Sportscaster Kern Tips was born in Houston, Texas, on August 23, 1904. He attended Texas A&M University and Rice University (then known as Rice Institute). While studying at Rice, Tips started working at The Houston Chronicle, first as a sports reporter and later as sports editor.
Tips moved to radio in 1935, serving as the general manager of Houston radio station KPRC until 1946. In 1947, he joined the advertising agency Wilkinson-Schiwetz and Tips. When the firm merged with McCann Erickson in 1954, Tips became vice president of the new company.
During his time as a sports editor, general manager, and advertising executive, Tips also served as a sportscaster. He spent 32 years broadcasting Southwest Conference football games and narrating programs such as the Humble Oil and Refining Company's Southwest Conference Highlights, leading to his nickname the "Voice of the Southwest Conference."

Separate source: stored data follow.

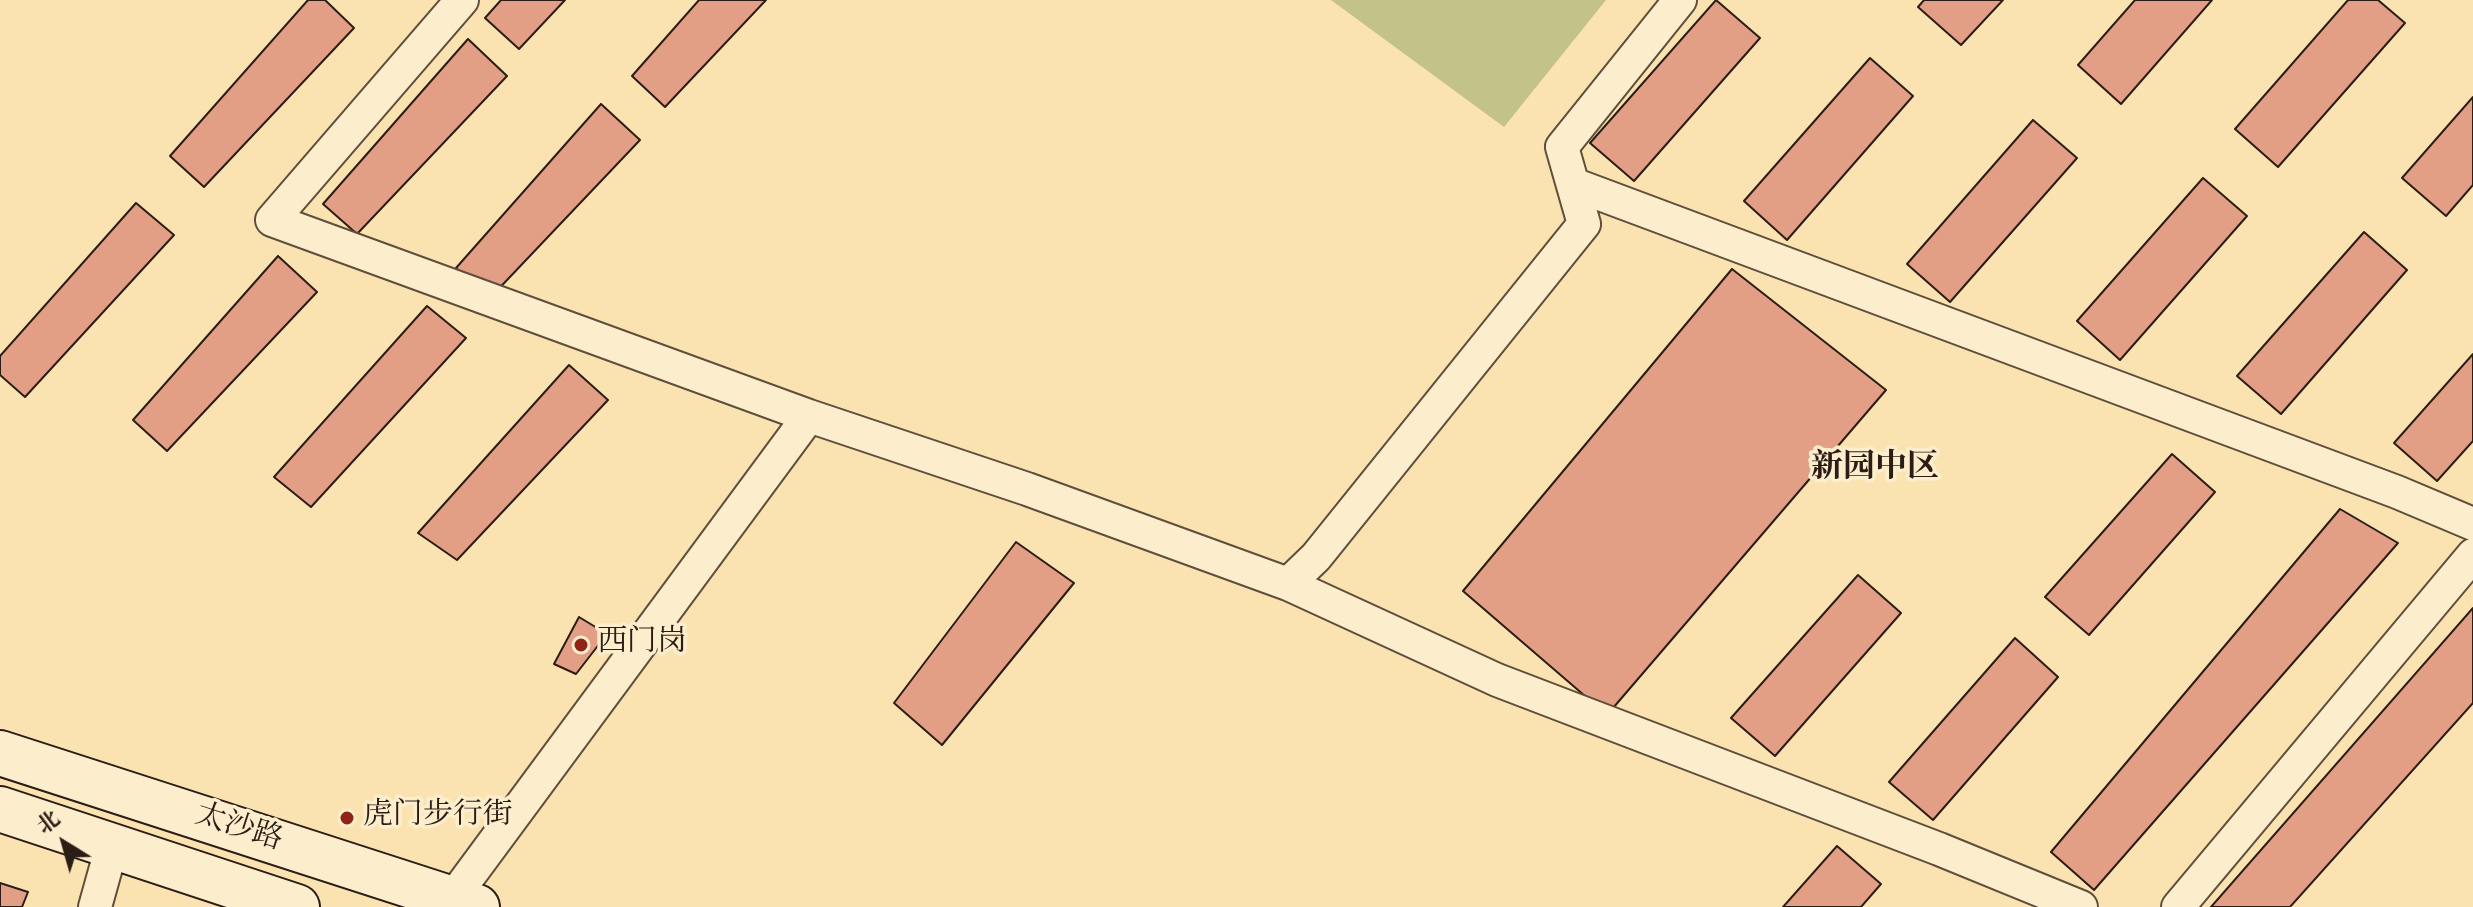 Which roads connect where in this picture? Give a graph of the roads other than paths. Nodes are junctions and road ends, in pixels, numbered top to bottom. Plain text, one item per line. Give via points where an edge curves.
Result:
1 (462, 0) edge
2 (1680, 0) edge
3 (1573, 184) junction
4 (809, 416) junction
5 (2473, 524) edge
6 (2473, 555) edge
7 (1288, 584) junction
8 (0, 753) edge
9 (0, 809) edge
10 (112, 846) junction
11 (465, 903) edge
12 (95, 907) edge
13 (297, 907) edge
14 (2081, 907) edge
15 (2178, 907) edge

1 - 4 street via 272,220
2 - 3 street via 1562,147
3 - 5 street
3 - 7 street via 1584,224 1316,557
4 - 7 street
4 - 11 street
6 - 15 street
7 - 14 street via 1497,680
8 - 11 main road, 太沙路
9 - 10 main road, 太沙路
10 - 12 street
10 - 13 main road, 太沙路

In 1959, Tips received awards from the Association of Broadcasting Executives in Texas and the Southwest Football Officials Association for his contributions to radio and television as well as his service to the sport, respectively. He was also voted Texas Sportscaster of the Year in a national poll, an honor he received five consecutive years.
In 1966, Tips retired from advertising and took up another career as a producer and narrator of a syndicated series of sports radio shows broadcast throughout the Southwest. He died on August 3, 1967 in Houston. He was 62.
Dance drill teams originated in Texas as pep squads for high school football games that would perform much simpler routines than those often seen nowadays, focusing primarily on marching. The first pep squad was formed by Gussie Nell Davis in 1929 at Greenville High School in Greenville, Texas. In 1939, Davis was recruited by Kilgore College to form the first college drill team, the Rangerettes. The dean of Kilgore College, B. E. Masters, wanted to attract women to the predominantly male school. The Rangerettes set the standard for drill teams across the state and nation, including the signature white boots that make up part of their uniform. The Rangerettes have performed in countries such as Venezuela, Korea, Romania, France, Japan, and Singapore; in the Macy's Thanksgiving Day Parade and Dublin, Ireland's St. Patrick's Day Parade; and in the second inaugural parade of President George W. Bush. They have performed at every Cotton Bowl Classic in Dallas since 1951.